Understand how to plug in your substitution? :)

Answer 12

i'l let you know let me think
thanks tho

Answer 13

but my teacher told me everythig hasw to be i the same term or letter , so there cant be a x & a u in the equation

Answer 14

ignore that last comment but bboth sides equaled each other out at the end is that normal ?

Answer 15

what do you mean? when you u substitute what you get for du hould cancel all the x terms

Answer 16

so as @zepdrix said i plugged in du for du but what do i do next ?

Answer 17

You'll be replacing all of the \(x\)'s and also \(dx\) with something involving \(u\)'s and \(du\) as Outkast mentioned.

Answer 18

solve for dx and plug that in

Answer 19

\[du=3(1+e^{3x})dx\]
\[\frac{du}{3(1+e^{3x})}=dx\]

Answer 20

putting this in there and also \[u=3x+e^{3x}\], everything will be in u and the x terms will cancel

Answer 21

So we're assigning this substitution,\[\large \color{orangered}{u=3x+e^{3x}}\]\[\large \color{royalblue}{\frac{1}{3}du=(1+e^{3x}) \;dx}\]
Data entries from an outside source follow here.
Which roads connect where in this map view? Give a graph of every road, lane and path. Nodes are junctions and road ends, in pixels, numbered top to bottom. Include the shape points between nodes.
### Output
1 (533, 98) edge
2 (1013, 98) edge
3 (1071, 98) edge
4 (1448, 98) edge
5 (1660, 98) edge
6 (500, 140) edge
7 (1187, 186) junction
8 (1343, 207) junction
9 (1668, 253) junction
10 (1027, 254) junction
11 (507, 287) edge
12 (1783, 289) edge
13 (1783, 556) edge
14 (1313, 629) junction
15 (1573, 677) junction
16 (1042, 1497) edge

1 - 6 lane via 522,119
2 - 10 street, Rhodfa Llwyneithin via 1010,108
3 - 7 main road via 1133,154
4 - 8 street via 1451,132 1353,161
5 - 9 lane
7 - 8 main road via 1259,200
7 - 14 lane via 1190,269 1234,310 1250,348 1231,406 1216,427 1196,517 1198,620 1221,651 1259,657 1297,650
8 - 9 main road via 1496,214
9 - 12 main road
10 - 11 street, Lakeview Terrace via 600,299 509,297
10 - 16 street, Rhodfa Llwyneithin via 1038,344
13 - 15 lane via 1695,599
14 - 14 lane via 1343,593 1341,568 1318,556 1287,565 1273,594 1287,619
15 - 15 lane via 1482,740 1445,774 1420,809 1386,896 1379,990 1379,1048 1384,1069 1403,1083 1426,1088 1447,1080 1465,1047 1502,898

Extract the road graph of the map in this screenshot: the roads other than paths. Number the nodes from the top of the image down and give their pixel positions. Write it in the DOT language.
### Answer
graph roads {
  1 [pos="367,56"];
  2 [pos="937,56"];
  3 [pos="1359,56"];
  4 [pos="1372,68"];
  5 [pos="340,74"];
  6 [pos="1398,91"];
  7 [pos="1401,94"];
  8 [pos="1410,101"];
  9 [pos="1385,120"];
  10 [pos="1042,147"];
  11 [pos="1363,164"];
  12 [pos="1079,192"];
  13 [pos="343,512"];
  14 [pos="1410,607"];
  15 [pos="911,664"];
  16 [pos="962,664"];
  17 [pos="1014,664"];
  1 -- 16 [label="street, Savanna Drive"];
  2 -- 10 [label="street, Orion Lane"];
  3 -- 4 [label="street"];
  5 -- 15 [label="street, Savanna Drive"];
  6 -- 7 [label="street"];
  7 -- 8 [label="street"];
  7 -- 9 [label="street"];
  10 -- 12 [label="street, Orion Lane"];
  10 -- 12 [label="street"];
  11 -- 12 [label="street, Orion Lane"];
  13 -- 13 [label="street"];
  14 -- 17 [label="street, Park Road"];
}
\[\large \int\limits\limits \frac{\color{royalblue}{1+e^{3x}}}{\color{orangered}{3x+e^{3x}}}\color{royalblue}{dx} \qquad \rightarrow \qquad \int\limits\limits \frac{\color{royalblue}{\frac{1}{3}du}}{\color{orangered}{u}}\]

Answer 22

why did you divide ??

Answer 23

?

Answer 24

?

Answer 25

Divide what? What are you talking about?

Answer 26

why did you divide du by u

Answer 27

It might be easier to read the integral if we write it like this,\[\large \int\limits\limits \frac{1+e^{3x}}{3x+e^{3x}}dx \qquad \rightarrow \qquad \int\limits\limits \frac{1}{3x+e^{3x}}(1+e^{3x})dx\]

Answer 28

\[\large \int\limits\limits\limits \frac{1}{\color{orangered}{3x+e^{3x}}}\color{royalblue}{(1+e^{3x})dx} \qquad \rightarrow \qquad \int\limits\limits\limits \frac{1}{\color{orangered}{u}}\color{royalblue}{\left(\frac{1}{3}du\right)}\]

Answer 29

You were confused because the du was on top I guess? :o

Answer 30

is that the final answer

Answer 31

No, we haven't even integrated yet.
We've simplified the integral so it will be a lot easier to integrate from here.

Answer 32

ooooooooooh

Answer 33

You can pull the 1/3 outside of the integral since it's just a constant.
\[\large \frac{1}{3}\int\limits \frac{1}{u}du\]

This is a good one to have memorized. Do you remember this integral? :)

Answer 34

ya

Answer 35

whats the antiderivative of 3x ?

Answer 36

\[\large \frac{3x^2}{2}\]
Hmm I'm not sure why that would apply here though :o

Answer 37

to find the integral of e^3x